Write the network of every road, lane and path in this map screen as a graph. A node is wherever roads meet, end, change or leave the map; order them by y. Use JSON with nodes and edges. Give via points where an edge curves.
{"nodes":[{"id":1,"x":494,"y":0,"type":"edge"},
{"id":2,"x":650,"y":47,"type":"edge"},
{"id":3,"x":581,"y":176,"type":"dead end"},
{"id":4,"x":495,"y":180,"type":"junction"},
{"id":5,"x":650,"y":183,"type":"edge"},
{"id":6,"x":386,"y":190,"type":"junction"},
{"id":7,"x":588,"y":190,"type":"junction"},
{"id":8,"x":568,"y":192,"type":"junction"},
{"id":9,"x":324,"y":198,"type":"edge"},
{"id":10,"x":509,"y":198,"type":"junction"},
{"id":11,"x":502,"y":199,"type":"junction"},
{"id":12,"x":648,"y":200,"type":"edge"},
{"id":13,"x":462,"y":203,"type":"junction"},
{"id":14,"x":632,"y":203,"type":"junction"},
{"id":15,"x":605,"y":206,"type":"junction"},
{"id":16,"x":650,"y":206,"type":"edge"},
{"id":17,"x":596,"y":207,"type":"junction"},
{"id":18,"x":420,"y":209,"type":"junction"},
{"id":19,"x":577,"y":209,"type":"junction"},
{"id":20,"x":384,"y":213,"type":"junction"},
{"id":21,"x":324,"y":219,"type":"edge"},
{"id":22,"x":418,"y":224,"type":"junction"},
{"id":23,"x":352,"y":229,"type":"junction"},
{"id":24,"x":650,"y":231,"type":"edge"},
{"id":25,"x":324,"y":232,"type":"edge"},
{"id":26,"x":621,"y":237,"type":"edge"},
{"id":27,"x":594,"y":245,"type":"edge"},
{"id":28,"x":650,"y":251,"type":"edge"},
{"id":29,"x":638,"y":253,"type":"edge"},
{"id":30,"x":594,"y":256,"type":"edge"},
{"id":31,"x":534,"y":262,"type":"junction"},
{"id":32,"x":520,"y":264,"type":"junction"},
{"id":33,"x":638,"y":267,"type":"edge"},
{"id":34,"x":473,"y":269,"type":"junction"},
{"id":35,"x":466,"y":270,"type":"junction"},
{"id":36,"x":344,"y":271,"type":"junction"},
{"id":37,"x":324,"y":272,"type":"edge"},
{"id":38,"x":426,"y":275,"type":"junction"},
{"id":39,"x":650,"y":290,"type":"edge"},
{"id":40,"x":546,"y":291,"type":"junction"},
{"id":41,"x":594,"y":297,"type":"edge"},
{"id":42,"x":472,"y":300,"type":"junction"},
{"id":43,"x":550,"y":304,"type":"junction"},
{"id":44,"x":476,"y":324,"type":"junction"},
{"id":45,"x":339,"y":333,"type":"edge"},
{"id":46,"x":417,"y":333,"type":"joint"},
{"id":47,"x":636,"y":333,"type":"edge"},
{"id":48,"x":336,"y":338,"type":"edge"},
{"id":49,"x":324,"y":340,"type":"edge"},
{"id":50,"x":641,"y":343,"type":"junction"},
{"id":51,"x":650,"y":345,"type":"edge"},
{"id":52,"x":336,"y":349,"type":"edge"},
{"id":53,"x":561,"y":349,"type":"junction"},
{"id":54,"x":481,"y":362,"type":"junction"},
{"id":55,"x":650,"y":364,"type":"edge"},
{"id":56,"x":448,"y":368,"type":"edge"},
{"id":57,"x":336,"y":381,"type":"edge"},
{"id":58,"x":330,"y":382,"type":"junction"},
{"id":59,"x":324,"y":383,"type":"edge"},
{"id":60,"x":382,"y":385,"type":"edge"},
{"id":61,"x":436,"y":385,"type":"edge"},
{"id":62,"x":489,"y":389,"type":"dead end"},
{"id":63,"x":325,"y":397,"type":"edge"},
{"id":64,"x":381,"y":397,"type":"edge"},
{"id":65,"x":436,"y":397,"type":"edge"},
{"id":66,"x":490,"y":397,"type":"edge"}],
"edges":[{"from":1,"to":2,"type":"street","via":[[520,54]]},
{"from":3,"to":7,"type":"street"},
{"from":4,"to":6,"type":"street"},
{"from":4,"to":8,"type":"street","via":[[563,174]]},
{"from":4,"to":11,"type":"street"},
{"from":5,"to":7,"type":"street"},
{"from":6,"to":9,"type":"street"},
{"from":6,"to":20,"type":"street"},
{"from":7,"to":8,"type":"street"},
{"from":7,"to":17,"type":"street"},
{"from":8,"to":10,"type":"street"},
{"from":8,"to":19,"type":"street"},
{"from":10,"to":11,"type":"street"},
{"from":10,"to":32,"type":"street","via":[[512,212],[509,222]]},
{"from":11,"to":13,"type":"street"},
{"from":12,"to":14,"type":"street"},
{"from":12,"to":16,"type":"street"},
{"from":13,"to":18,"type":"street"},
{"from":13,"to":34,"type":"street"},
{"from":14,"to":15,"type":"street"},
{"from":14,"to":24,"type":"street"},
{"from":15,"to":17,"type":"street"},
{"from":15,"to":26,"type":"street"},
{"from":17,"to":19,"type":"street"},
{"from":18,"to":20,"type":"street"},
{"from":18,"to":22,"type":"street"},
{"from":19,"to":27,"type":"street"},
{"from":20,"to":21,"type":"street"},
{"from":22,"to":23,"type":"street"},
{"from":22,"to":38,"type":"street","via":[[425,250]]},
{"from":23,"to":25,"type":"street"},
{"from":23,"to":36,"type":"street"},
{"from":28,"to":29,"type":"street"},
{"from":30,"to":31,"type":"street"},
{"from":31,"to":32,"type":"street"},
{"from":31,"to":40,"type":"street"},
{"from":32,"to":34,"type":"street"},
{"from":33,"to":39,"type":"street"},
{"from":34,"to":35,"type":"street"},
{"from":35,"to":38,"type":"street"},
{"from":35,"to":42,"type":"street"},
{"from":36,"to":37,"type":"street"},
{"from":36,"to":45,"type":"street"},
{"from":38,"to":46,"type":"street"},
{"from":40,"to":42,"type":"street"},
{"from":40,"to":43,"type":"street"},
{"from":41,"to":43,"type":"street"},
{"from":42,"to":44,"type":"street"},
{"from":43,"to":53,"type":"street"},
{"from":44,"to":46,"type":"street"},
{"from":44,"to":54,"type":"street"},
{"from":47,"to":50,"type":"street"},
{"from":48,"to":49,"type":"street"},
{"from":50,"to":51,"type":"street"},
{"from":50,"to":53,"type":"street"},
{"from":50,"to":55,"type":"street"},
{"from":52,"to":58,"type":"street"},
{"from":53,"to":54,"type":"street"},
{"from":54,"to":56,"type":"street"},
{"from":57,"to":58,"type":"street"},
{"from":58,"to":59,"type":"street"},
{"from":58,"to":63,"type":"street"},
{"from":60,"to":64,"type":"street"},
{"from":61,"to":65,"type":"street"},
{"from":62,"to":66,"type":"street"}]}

● **Work order**:
Restate the entire listing verbatim.

● **Solution for this task**:
Write the network of every road, lane and path in this map screen as a graph. A node is wherever roads meet, end, change or leave the map; order them by y. Use JSON with nodes and edges. Give via points where an edge curves.
{"nodes":[{"id":1,"x":494,"y":0,"type":"edge"},
{"id":2,"x":650,"y":47,"type":"edge"},
{"id":3,"x":581,"y":176,"type":"dead end"},
{"id":4,"x":495,"y":180,"type":"junction"},
{"id":5,"x":650,"y":183,"type":"edge"},
{"id":6,"x":386,"y":190,"type":"junction"},
{"id":7,"x":588,"y":190,"type":"junction"},
{"id":8,"x":568,"y":192,"type":"junction"},
{"id":9,"x":324,"y":198,"type":"edge"},
{"id":10,"x":509,"y":198,"type":"junction"},
{"id":11,"x":502,"y":199,"type":"junction"},
{"id":12,"x":648,"y":200,"type":"edge"},
{"id":13,"x":462,"y":203,"type":"junction"},
{"id":14,"x":632,"y":203,"type":"junction"},
{"id":15,"x":605,"y":206,"type":"junction"},
{"id":16,"x":650,"y":206,"type":"edge"},
{"id":17,"x":596,"y":207,"type":"junction"},
{"id":18,"x":420,"y":209,"type":"junction"},
{"id":19,"x":577,"y":209,"type":"junction"},
{"id":20,"x":384,"y":213,"type":"junction"},
{"id":21,"x":324,"y":219,"type":"edge"},
{"id":22,"x":418,"y":224,"type":"junction"},
{"id":23,"x":352,"y":229,"type":"junction"},
{"id":24,"x":650,"y":231,"type":"edge"},
{"id":25,"x":324,"y":232,"type":"edge"},
{"id":26,"x":621,"y":237,"type":"edge"},
{"id":27,"x":594,"y":245,"type":"edge"},
{"id":28,"x":650,"y":251,"type":"edge"},
{"id":29,"x":638,"y":253,"type":"edge"},
{"id":30,"x":594,"y":256,"type":"edge"},
{"id":31,"x":534,"y":262,"type":"junction"},
{"id":32,"x":520,"y":264,"type":"junction"},
{"id":33,"x":638,"y":267,"type":"edge"},
{"id":34,"x":473,"y":269,"type":"junction"},
{"id":35,"x":466,"y":270,"type":"junction"},
{"id":36,"x":344,"y":271,"type":"junction"},
{"id":37,"x":324,"y":272,"type":"edge"},
{"id":38,"x":426,"y":275,"type":"junction"},
{"id":39,"x":650,"y":290,"type":"edge"},
{"id":40,"x":546,"y":291,"type":"junction"},
{"id":41,"x":594,"y":297,"type":"edge"},
{"id":42,"x":472,"y":300,"type":"junction"},
{"id":43,"x":550,"y":304,"type":"junction"},
{"id":44,"x":476,"y":324,"type":"junction"},
{"id":45,"x":339,"y":333,"type":"edge"},
{"id":46,"x":417,"y":333,"type":"joint"},
{"id":47,"x":636,"y":333,"type":"edge"},
{"id":48,"x":336,"y":338,"type":"edge"},
{"id":49,"x":324,"y":340,"type":"edge"},
{"id":50,"x":641,"y":343,"type":"junction"},
{"id":51,"x":650,"y":345,"type":"edge"},
{"id":52,"x":336,"y":349,"type":"edge"},
{"id":53,"x":561,"y":349,"type":"junction"},
{"id":54,"x":481,"y":362,"type":"junction"},
{"id":55,"x":650,"y":364,"type":"edge"},
{"id":56,"x":448,"y":368,"type":"edge"},
{"id":57,"x":336,"y":381,"type":"edge"},
{"id":58,"x":330,"y":382,"type":"junction"},
{"id":59,"x":324,"y":383,"type":"edge"},
{"id":60,"x":382,"y":385,"type":"edge"},
{"id":61,"x":436,"y":385,"type":"edge"},
{"id":62,"x":489,"y":389,"type":"dead end"},
{"id":63,"x":325,"y":397,"type":"edge"},
{"id":64,"x":381,"y":397,"type":"edge"},
{"id":65,"x":436,"y":397,"type":"edge"},
{"id":66,"x":490,"y":397,"type":"edge"}],
"edges":[{"from":1,"to":2,"type":"street","via":[[520,54]]},
{"from":3,"to":7,"type":"street"},
{"from":4,"to":6,"type":"street"},
{"from":4,"to":8,"type":"street","via":[[563,174]]},
{"from":4,"to":11,"type":"street"},
{"from":5,"to":7,"type":"street"},
{"from":6,"to":9,"type":"street"},
{"from":6,"to":20,"type":"street"},
{"from":7,"to":8,"type":"street"},
{"from":7,"to":17,"type":"street"},
{"from":8,"to":10,"type":"street"},
{"from":8,"to":19,"type":"street"},
{"from":10,"to":11,"type":"street"},
{"from":10,"to":32,"type":"street","via":[[512,212],[509,222]]},
{"from":11,"to":13,"type":"street"},
{"from":12,"to":14,"type":"street"},
{"from":12,"to":16,"type":"street"},
{"from":13,"to":18,"type":"street"},
{"from":13,"to":34,"type":"street"},
{"from":14,"to":15,"type":"street"},
{"from":14,"to":24,"type":"street"},
{"from":15,"to":17,"type":"street"},
{"from":15,"to":26,"type":"street"},
{"from":17,"to":19,"type":"street"},
{"from":18,"to":20,"type":"street"},
{"from":18,"to":22,"type":"street"},
{"from":19,"to":27,"type":"street"},
{"from":20,"to":21,"type":"street"},
{"from":22,"to":23,"type":"street"},
{"from":22,"to":38,"type":"street","via":[[425,250]]},
{"from":23,"to":25,"type":"street"},
{"from":23,"to":36,"type":"street"},
{"from":28,"to":29,"type":"street"},
{"from":30,"to":31,"type":"street"},
{"from":31,"to":32,"type":"street"},
{"from":31,"to":40,"type":"street"},
{"from":32,"to":34,"type":"street"},
{"from":33,"to":39,"type":"street"},
{"from":34,"to":35,"type":"street"},
{"from":35,"to":38,"type":"street"},
{"from":35,"to":42,"type":"street"},
{"from":36,"to":37,"type":"street"},
{"from":36,"to":45,"type":"street"},
{"from":38,"to":46,"type":"street"},
{"from":40,"to":42,"type":"street"},
{"from":40,"to":43,"type":"street"},
{"from":41,"to":43,"type":"street"},
{"from":42,"to":44,"type":"street"},
{"from":43,"to":53,"type":"street"},
{"from":44,"to":46,"type":"street"},
{"from":44,"to":54,"type":"street"},
{"from":47,"to":50,"type":"street"},
{"from":48,"to":49,"type":"street"},
{"from":50,"to":51,"type":"street"},
{"from":50,"to":53,"type":"street"},
{"from":50,"to":55,"type":"street"},
{"from":52,"to":58,"type":"street"},
{"from":53,"to":54,"type":"street"},
{"from":54,"to":56,"type":"street"},
{"from":57,"to":58,"type":"street"},
{"from":58,"to":59,"type":"street"},
{"from":58,"to":63,"type":"street"},
{"from":60,"to":64,"type":"street"},
{"from":61,"to":65,"type":"street"},
{"from":62,"to":66,"type":"street"}]}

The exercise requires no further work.